O Encontro Lusófono da Trofa começou com o lançamento do livro do conto vencedor da edição de 2011 do Concurso Literário, “Índio Bolha”. Autarquia garante que “não vai sacrificar” iniciativas culturais, apesar dos constrangimentos financeiros.

Foi com tribos e animais que o concelho deu as boas-vindas ao Encontro Lusófono. As personagens do livro “Índio Bolha”, da autoria da brasileira Ivone Teixeira, ganharam vida com a encenação dos Meninos Cantores do Município da Trofa. Foi desta forma que a autarquia apadrinhou o lançamento do conto vencedor da edição de 2011 do Concurso Literário.

Este foi o mote para a abertura do Encontro Lusófono, uma das apostas do município trofense, que contou com a presença de várias pessoas que se quiseram associar à exaltação da literatura infantojuvenil e de outras expressões culturais.

Associada à iniciativa, está também a Feira do Livro, onde podem ser encontrados vários exemplares para crianças, assim como bestsellers e outros livros temáticos. Para a autarquia, durante esta semana, o país cultural tem os olhos postos na Trofa, que se transforma “na capital da lusofonia”. Para José Magalhães Moreira, vice-presidente da autarquia trofense, o concelho “pode e deve afirmar-se a nível nacional como interlocutor válido em múltiplos campos do saber e da criação artística”. É que, para além de ser a terra natal de vários vultos da cultura, como o republicano Heliodoro Salgado, o professor universitário António Cruz e o escultor Alberto Carneiro, a Trofa “dispõe da vontade, da perseverança e do empenho necessário para continuar a realizar o sonho de trazer um bocadinho do mundo para a Casa da Cultura”, sustentou.
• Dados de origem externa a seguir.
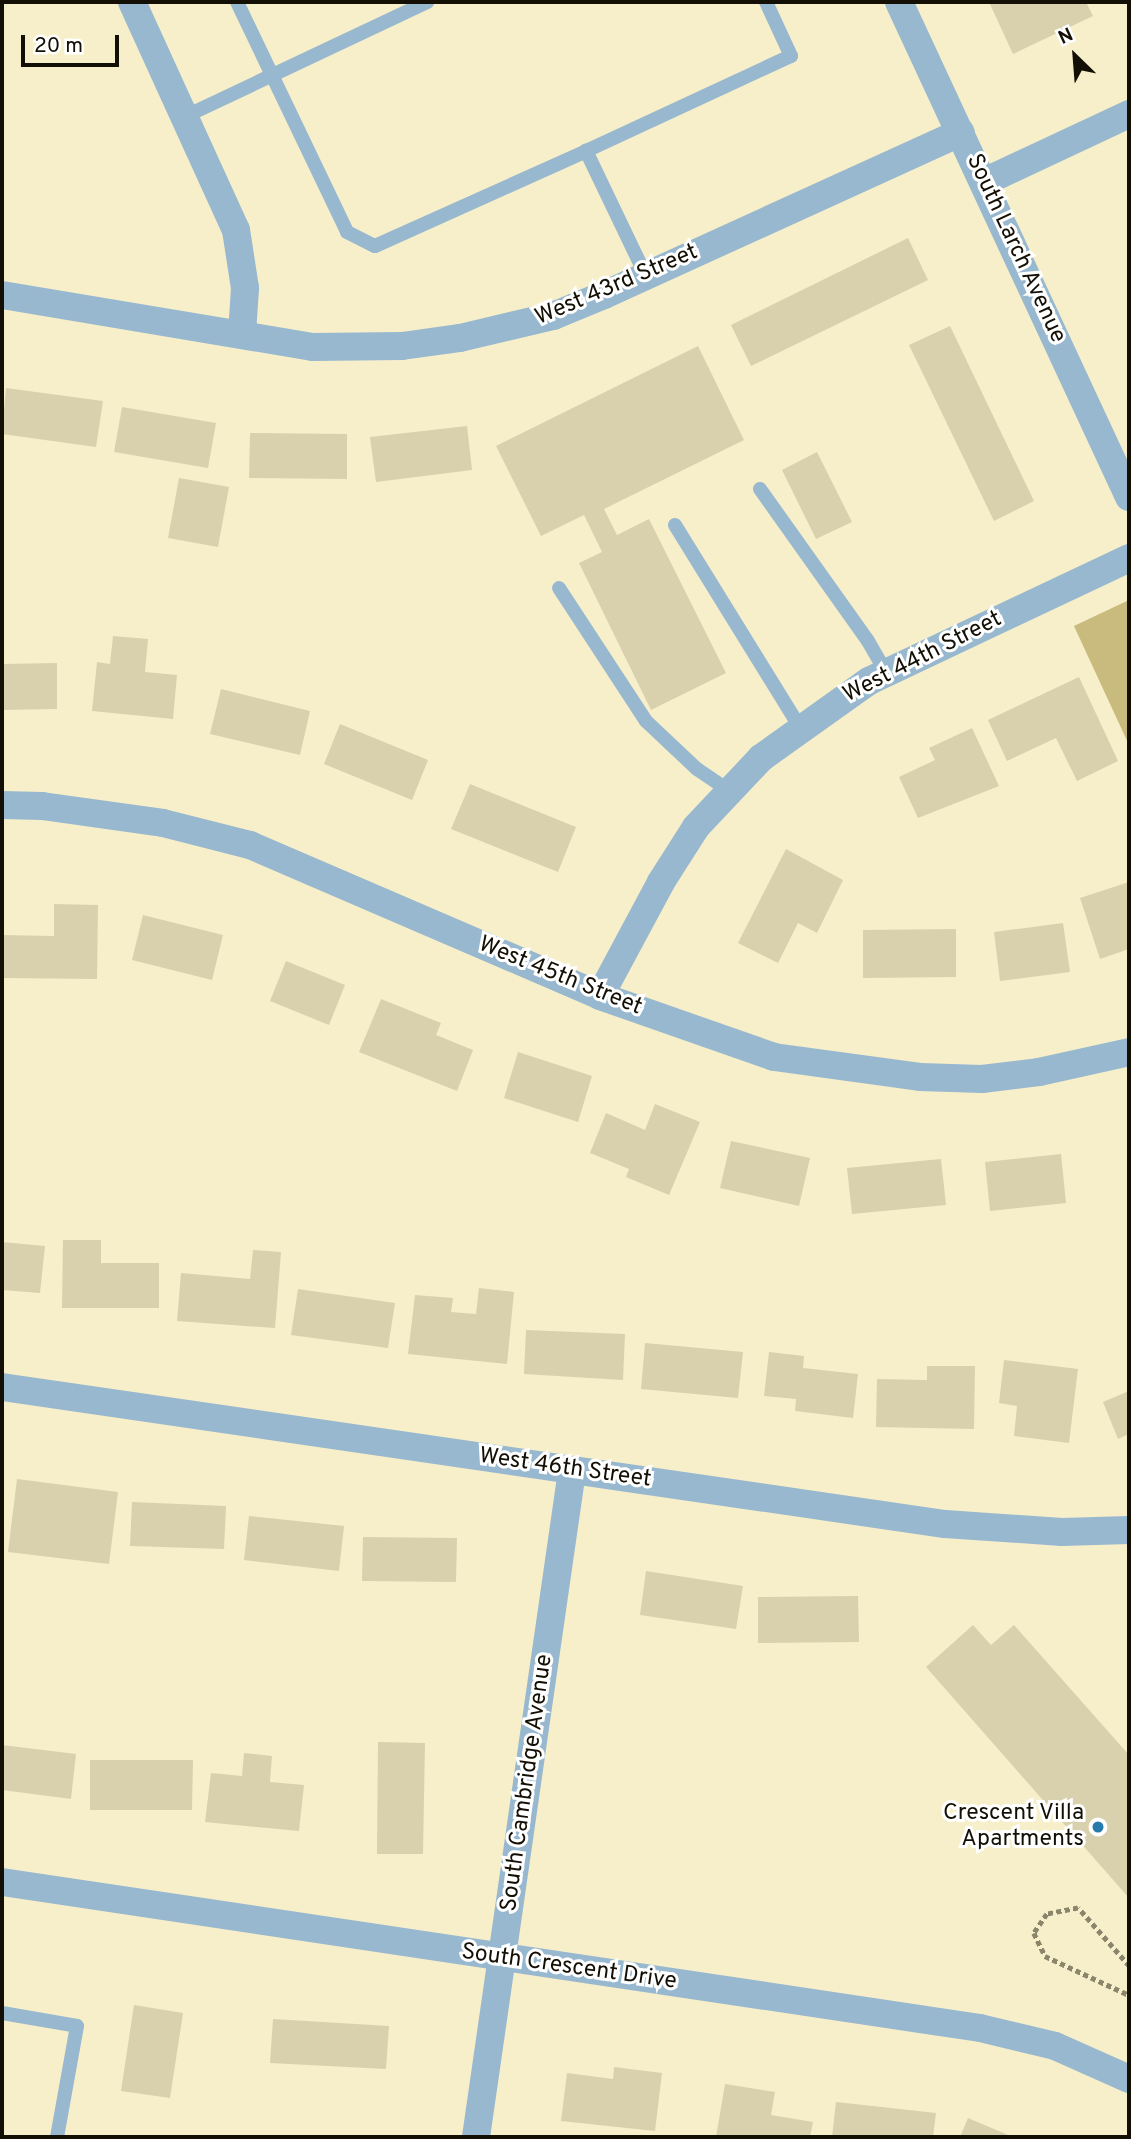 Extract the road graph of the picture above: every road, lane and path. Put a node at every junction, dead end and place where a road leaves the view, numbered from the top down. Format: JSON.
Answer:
{"nodes":[{"id":1,"x":132,"y":2,"type":"edge"},
{"id":2,"x":237,"y":2,"type":"edge"},
{"id":3,"x":428,"y":2,"type":"edge"},
{"id":4,"x":766,"y":2,"type":"edge"},
{"id":5,"x":899,"y":2,"type":"edge"},
{"id":6,"x":271,"y":76,"type":"junction"},
{"id":7,"x":1129,"y":114,"type":"edge"},
{"id":8,"x":186,"y":116,"type":"junction"},
{"id":9,"x":961,"y":132,"type":"junction"},
{"id":10,"x":586,"y":151,"type":"junction"},
{"id":11,"x":984,"y":182,"type":"junction"},
{"id":12,"x":646,"y":276,"type":"junction"},
{"id":13,"x":2,"y":295,"type":"edge"},
{"id":14,"x":242,"y":334,"type":"junction"},
{"id":15,"x":760,"y":489,"type":"dead end"},
{"id":16,"x":1129,"y":497,"type":"edge"},
{"id":17,"x":675,"y":525,"type":"dead end"},
{"id":18,"x":1129,"y":558,"type":"edge"},
{"id":19,"x":559,"y":588,"type":"dead end"},
{"id":20,"x":886,"y":672,"type":"junction"},
{"id":21,"x":800,"y":727,"type":"junction"},
{"id":22,"x":728,"y":790,"type":"junction"},
{"id":23,"x":2,"y":805,"type":"edge"},
{"id":24,"x":600,"y":996,"type":"junction"},
{"id":25,"x":1129,"y":1052,"type":"edge"},
{"id":26,"x":2,"y":1387,"type":"edge"},
{"id":27,"x":572,"y":1471,"type":"junction"},
{"id":28,"x":1129,"y":1530,"type":"edge"},
{"id":29,"x":2,"y":1882,"type":"edge"},
{"id":30,"x":503,"y":1959,"type":"junction"},
{"id":31,"x":1129,"y":1966,"type":"edge"},
{"id":32,"x":1129,"y":1995,"type":"edge"},
{"id":33,"x":2,"y":2013,"type":"edge"},
{"id":34,"x":1129,"y":2079,"type":"edge"},
{"id":35,"x":57,"y":2137,"type":"edge"},
{"id":36,"x":477,"y":2137,"type":"edge"}],
"edges":[{"from":1,"to":8,"type":"street"},
{"from":2,"to":6,"type":"lane"},
{"from":3,"to":6,"type":"lane"},
{"from":4,"to":10,"type":"lane"},
{"from":5,"to":9,"type":"street","name":"South Larch Avenue"},
{"from":6,"to":8,"type":"lane"},
{"from":6,"to":10,"type":"lane"},
{"from":7,"to":11,"type":"street"},
{"from":8,"to":14,"type":"street"},
{"from":9,"to":11,"type":"street","name":"South Larch Avenue"},
{"from":9,"to":12,"type":"street","name":"West 43rd Street"},
{"from":10,"to":12,"type":"lane"},
{"from":11,"to":16,"type":"street","name":"South Larch Avenue"},
{"from":12,"to":14,"type":"street","name":"West 43rd Street"},
{"from":13,"to":14,"type":"street","name":"West 43rd Street"},
{"from":15,"to":20,"type":"lane"},
{"from":17,"to":21,"type":"lane"},
{"from":18,"to":20,"type":"street","name":"West 44th Street"},
{"from":19,"to":22,"type":"lane"},
{"from":20,"to":21,"type":"street","name":"West 44th Street"},
{"from":21,"to":22,"type":"street","name":"West 44th Street"},
{"from":22,"to":24,"type":"street","name":"West 44th Street"},
{"from":23,"to":24,"type":"street","name":"West 45th Street"},
{"from":24,"to":25,"type":"street","name":"West 45th Street"},
{"from":26,"to":27,"type":"street","name":"West 46th Street"},
{"from":27,"to":28,"type":"street","name":"West 46th Street"},
{"from":27,"to":30,"type":"street","name":"South Cambridge Avenue"},
{"from":29,"to":30,"type":"street","name":"South Crescent Drive"},
{"from":30,"to":34,"type":"street","name":"South Crescent Drive"},
{"from":30,"to":36,"type":"street","name":"South Cambridge Avenue"},
{"from":31,"to":32,"type":"path"},
{"from":33,"to":35,"type":"lane"}]}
“Estamos certos de que esta promoção do Encontro Lusófono e da Feira do Livro dará um contributo decisivo para a identificação das nossas capacidades como povo e para uma estratégia de promoção da imagem da Trofa dos nossos dias”, acrescentou o vice-presidente do município. Por isso, apesar dos constrangimentos financeiros, a Câmara Municipal garantiu que não vai sacrificar as iniciativas culturais, como esta semana da lusofonia, por ser considerada “um fórum insubstituível de debates de ideias” e por “dinamizar uma casa de cultura, verdadeiramente aberta e plural”.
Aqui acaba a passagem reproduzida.